Overview

Efficacy and Safety of MT-5547 in Patients With Osteoarthritis Accompanied by Moderate to Severe Pain

Status:
Completed

Trial end date:
2021-03-09

Target enrollment:
0

Participant gender:
All

Summary

The objective of this study is to verify the superiority of 16 weeks of MT-5547 treatment to placebo, as evidenced by the WOMAC pain score (the efficacy outcome measure), in patients with osteoarthritis of the knee or hip. Additional objectives of the study are to investigate the efficacy, safety, and pharmacokinetics of MT-5547 in long-term use.

Phase:

Phase 2/Phase 3

Accepts Healthy Volunteers?

Details

Lead Sponsor:

Mitsubishi Tanabe Pharma Corporation

Treatments:

Fasinumab

Criteria

Inclusion Criteria:

Additional screening criteria check may apply for qualification:

- Male and female Japanese patients, 40 years to 85 years at the time written informed
consent is obtained.

- Patients who have been diagnosed with osteoarthritis (OA) of the knee or hip based on
the American College of Rheumatology (ACR) criteria.

- Patients with an evaluated joint (knee or hip) with a K-L (Kellgren-Lawrence) score of
≥2 based on the X-ray test performed.

- Moderate to severe pain in the evaluated joint, defined as a WOMAC pain score of ≥4
(mean of the 5 items), on the WOMAC assessments.

- Patients who satisfy both 1) and 2) below.

1. Inadequate OA pain relief from at least 1 oral NSAID.

2. Intolerance to or inadequate OA pain relief from at least 1 opioid (including
combination drugs), or unwillingness to take opioid therapy.

- Patients who agree to not change their current lifestyle (daily living activities and
exercise) throughout the study.

- Patients who are able to complete post-operative follow-up for any joint replacement
surgery that is performed during the study.

- Body mass index at screening ≤39.

- Patient who are able to understand and answer endpoint questions used in the study.

Exclusion Criteria:

Additional screening criteria check may apply for qualification:

- Presence of symptoms of carpal tunnel syndrome within 6 months before screening.

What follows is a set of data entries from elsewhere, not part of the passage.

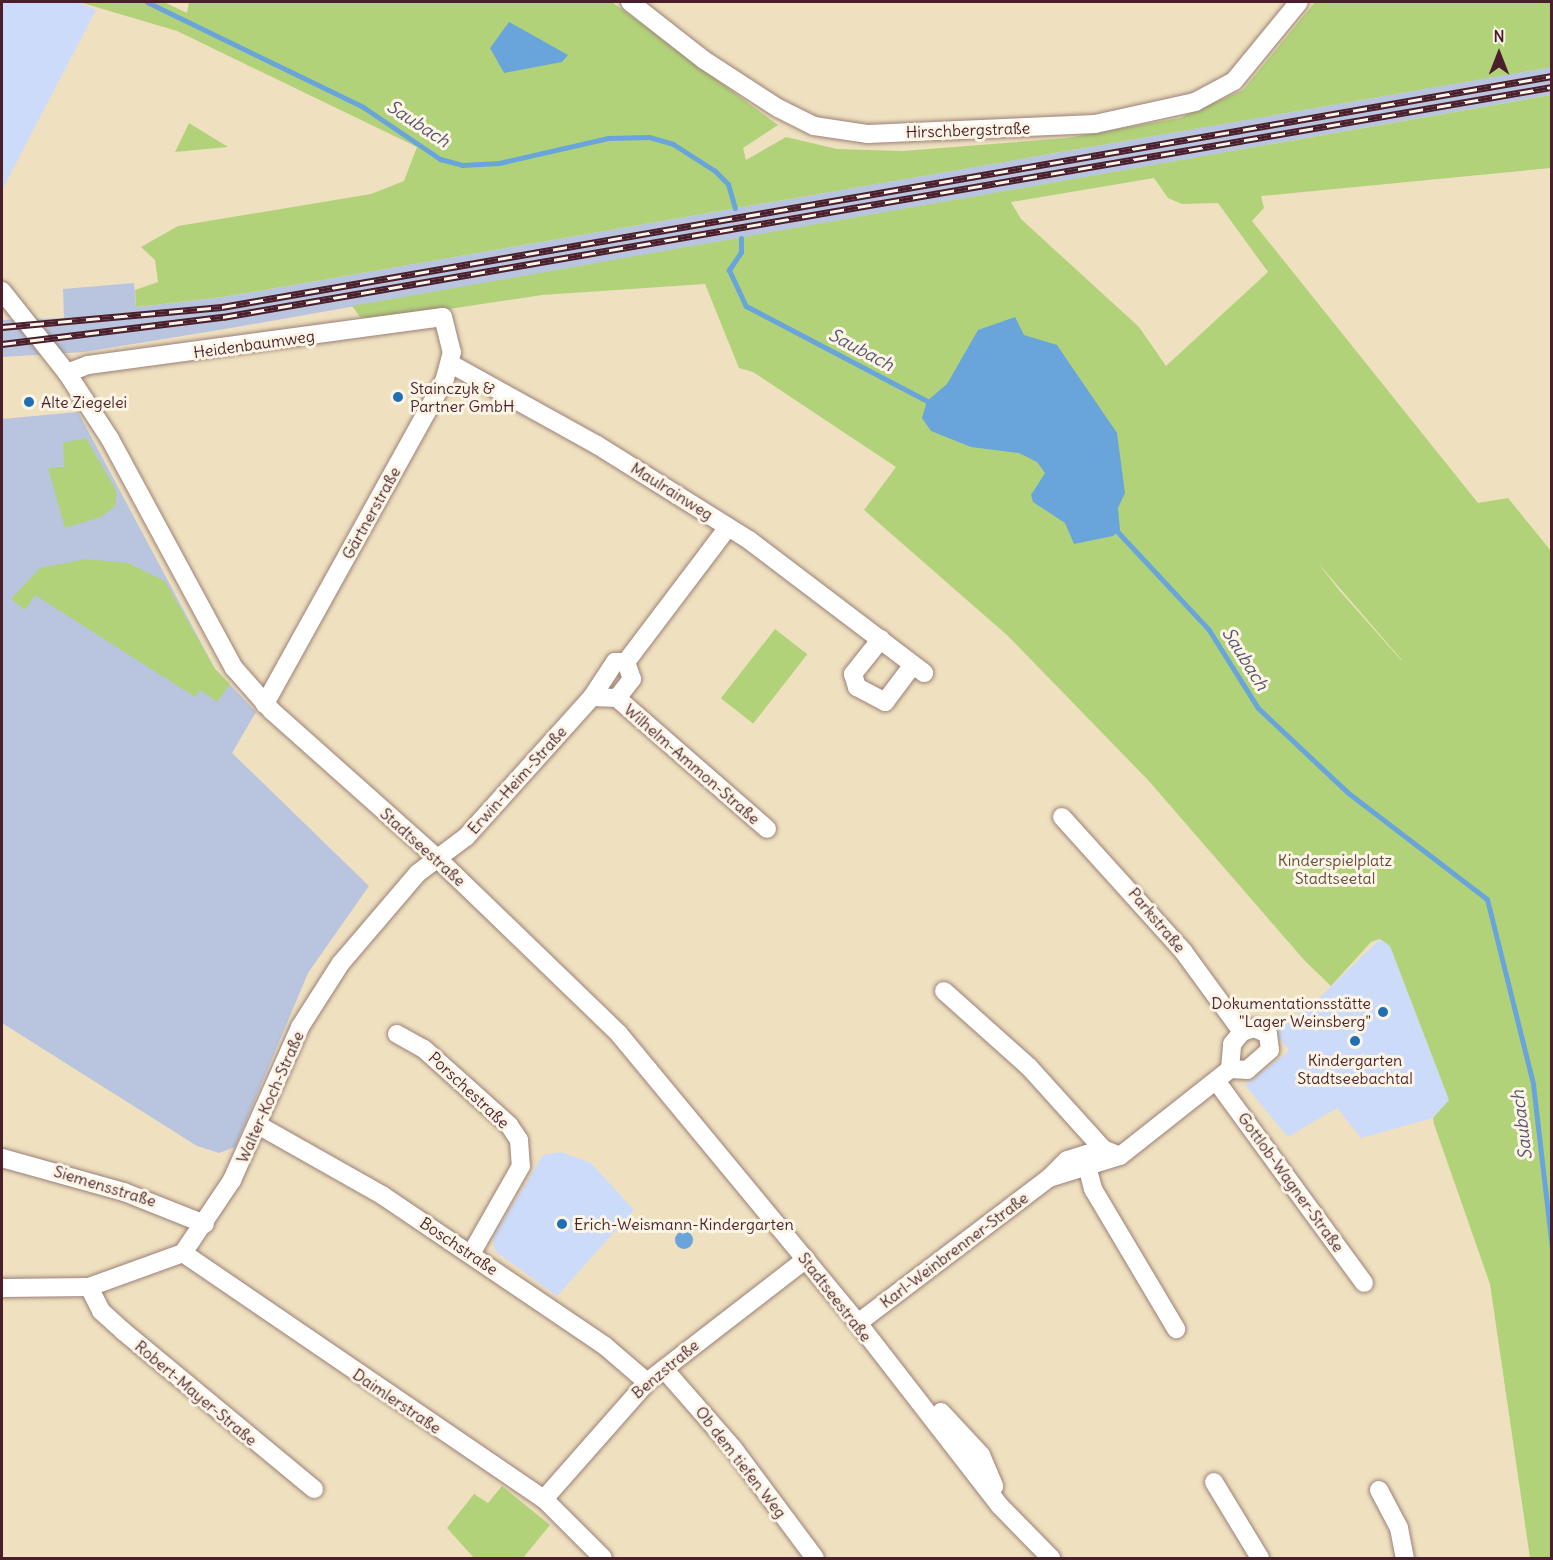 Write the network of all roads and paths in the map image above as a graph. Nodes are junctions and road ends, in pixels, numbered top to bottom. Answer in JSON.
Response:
{"nodes":[{"id":1,"x":630,"y":2,"type":"edge"},
{"id":2,"x":1299,"y":2,"type":"edge"},
{"id":3,"x":2,"y":291,"type":"edge"},
{"id":4,"x":451,"y":364,"type":"junction"},
{"id":5,"x":67,"y":373,"type":"junction"},
{"id":6,"x":728,"y":527,"type":"junction"},
{"id":7,"x":881,"y":639,"type":"junction"},
{"id":8,"x":626,"y":662,"type":"junction"},
{"id":9,"x":592,"y":697,"type":"junction"},
{"id":10,"x":617,"y":698,"type":"junction"},
{"id":11,"x":265,"y":704,"type":"junction"},
{"id":12,"x":1062,"y":817,"type":"dead end"},
{"id":13,"x":767,"y":829,"type":"dead end"},
{"id":14,"x":437,"y":858,"type":"junction"},
{"id":15,"x":944,"y":992,"type":"dead end"},
{"id":16,"x":1242,"y":1032,"type":"junction"},
{"id":17,"x":397,"y":1034,"type":"dead end"},
{"id":18,"x":1230,"y":1069,"type":"junction"},
{"id":19,"x":1217,"y":1082,"type":"junction"},
{"id":20,"x":260,"y":1126,"type":"junction"},
{"id":21,"x":1111,"y":1153,"type":"junction"},
{"id":22,"x":2,"y":1158,"type":"edge"},
{"id":23,"x":1088,"y":1170,"type":"junction"},
{"id":24,"x":1049,"y":1178,"type":"junction"},
{"id":25,"x":205,"y":1224,"type":"junction"},
{"id":26,"x":183,"y":1253,"type":"junction"},
{"id":27,"x":471,"y":1254,"type":"junction"},
{"id":28,"x":806,"y":1259,"type":"junction"},
{"id":29,"x":1364,"y":1283,"type":"dead end"},
{"id":30,"x":89,"y":1287,"type":"junction"},
{"id":31,"x":2,"y":1288,"type":"edge"},
{"id":32,"x":858,"y":1323,"type":"junction"},
{"id":33,"x":1176,"y":1329,"type":"dead end"},
{"id":34,"x":664,"y":1369,"type":"junction"},
{"id":35,"x":647,"y":1382,"type":"junction"},
{"id":36,"x":1214,"y":1482,"type":"dead end"},
{"id":37,"x":314,"y":1489,"type":"dead end"},
{"id":38,"x":1379,"y":1490,"type":"dead end"},
{"id":39,"x":544,"y":1499,"type":"junction"},
{"id":40,"x":603,"y":1558,"type":"edge"},
{"id":41,"x":815,"y":1558,"type":"edge"},
{"id":42,"x":1051,"y":1558,"type":"edge"},
{"id":43,"x":1260,"y":1558,"type":"edge"},
{"id":44,"x":1405,"y":1558,"type":"edge"}],
"edges":[{"from":1,"to":2,"type":"street","name":"Hirschbergstraße"},
{"from":3,"to":5,"type":"street","name":"Stadtseestraße"},
{"from":4,"to":5,"type":"street","name":"Heidenbaumweg"},
{"from":4,"to":6,"type":"street","name":"Maulrainweg"},
{"from":4,"to":11,"type":"street","name":"Gärtnerstraße"},
{"from":5,"to":11,"type":"street","name":"Stadtseestraße"},
{"from":6,"to":7,"type":"street","name":"Maulrainweg"},
{"from":6,"to":8,"type":"street","name":"Erwin-Heim-Straße"},
{"from":7,"to":7,"type":"street","name":"Maulrainweg"},
{"from":8,"to":9,"type":"street","name":"Erwin-Heim-Straße"},
{"from":8,"to":10,"type":"street"},
{"from":9,"to":10,"type":"street"},
{"from":9,"to":14,"type":"street","name":"Erwin-Heim-Straße"},
{"from":10,"to":13,"type":"street","name":"Wilhelm-Ammon-Straße"},
{"from":11,"to":14,"type":"street","name":"Stadtseestraße"},
{"from":12,"to":16,"type":"street","name":"Parkstraße"},
{"from":14,"to":20,"type":"street","name":"Walter-Koch-Straße"},
{"from":14,"to":28,"type":"street","name":"Stadtseestraße"},
{"from":15,"to":21,"type":"street"},
{"from":16,"to":18,"type":"street"},
{"from":16,"to":18,"type":"street","name":"Karl-Weinbrenner-Straße"},
{"from":17,"to":27,"type":"street","name":"Porschestraße"},
{"from":18,"to":19,"type":"street","name":"Karl-Weinbrenner-Straße"},
{"from":19,"to":21,"type":"street","name":"Karl-Weinbrenner-Straße"},
{"from":19,"to":29,"type":"street","name":"Gottlob-Wagner-Straße"},
{"from":20,"to":25,"type":"street","name":"Walter-Koch-Straße"},
{"from":20,"to":27,"type":"street","name":"Boschstraße"},
{"from":21,"to":23,"type":"street","name":"Karl-Weinbrenner-Straße"},
{"from":21,"to":24,"type":"street","name":"Karl-Weinbrenner-Straße"},
{"from":22,"to":25,"type":"street","name":"Siemensstraße"},
{"from":23,"to":24,"type":"street","name":"Karl-Weinbrenner-Straße"},
{"from":23,"to":33,"type":"street"},
{"from":24,"to":32,"type":"street","name":"Karl-Weinbrenner-Straße"},
{"from":25,"to":26,"type":"street","name":"Walter-Koch-Straße"},
{"from":26,"to":30,"type":"street"},
{"from":26,"to":39,"type":"street","name":"Daimlerstraße"},
{"from":27,"to":35,"type":"street","name":"Boschstraße"},
{"from":28,"to":32,"type":"street","name":"Stadtseestraße"},
{"from":28,"to":34,"type":"street","name":"Benzstraße"},
{"from":30,"to":31,"type":"street"},
{"from":30,"to":37,"type":"street","name":"Robert-Mayer-Straße"},
{"from":32,"to":42,"type":"street","name":"Stadtseestraße"},
{"from":34,"to":35,"type":"street","name":"Benzstraße"},
{"from":34,"to":41,"type":"street","name":"Ob dem tiefen Weg"},
{"from":35,"to":39,"type":"street","name":"Benzstraße"},
{"from":36,"to":43,"type":"street"},
{"from":38,"to":44,"type":"street"},
{"from":39,"to":40,"type":"street","name":"Daimlerstraße"}]}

- Patients who cannot undergo MRI.

- Trauma to the index joint within 3 months prior to screening.

- Presence or history of inflammatory joint diseases other than OA, Paget's disease of
the spine, pelvis or femur, multiple sclerosis, fibromyalgia, vertebral tumors or
infections, or renal osteodystrophy.

- Presence or history, confirmed by imaging, of arthropathy, neuropathic joint
arthropathy, hip dislocation, knee dislocation, extensive subchondral cyst, marked
bone destruction or bone loss, or pathologic fractures.

- Autonomic neuropathy diagnosed in the assessment of autonomic nerve symptoms performed
at screening, or baseline.

- Presence or history of orthostatic hypotension at the orthostatic hypotension
assessments performed at screening, prerandomization, or baseline.

- Presence or history of autonomic neuropathy, diabetic neuropathy, or other peripheral
neuropathy such as reflex sympathetic dystrophy at screening.

- Presence or history of chronic familial dysautonomia.

- Intolerance to naproxen.

- Systemic (excluding topical, intranasal, ophthalmic, and inhaled formulations)
corticosteroids within 4 weeks prior to screening.

- Intra-articular corticosteroids in the evaluated joint within 12 weeks prior to
screening, or in any other joint within 4 weeks prior to screening.

- Received an intra-articular injection of hyaluronic acid in any joint within the
period specified for each medicine prior to screening.

- Resting heart rate of <50 bpm or >100 bpm at screening, or baseline.

- Presence or history of 2nd or 3rd degree heart block, 1st degree heart block with
abnormal QRS, or bifascicular block by ECG assessment at screening.

- Non-compliance with the Numerical rating scale (NRS) recording (average pain on
walking in the evaluated joint over 1 day) during the pre-treatment observation
period.

- Women who are pregnant, breast-feeding, or may be pregnant.

- Use of an anti-Nerve growth factor (anti-NGF) antibody in the past, or apparent
hypersensitivity or intolerance to anti-NGF antibodies.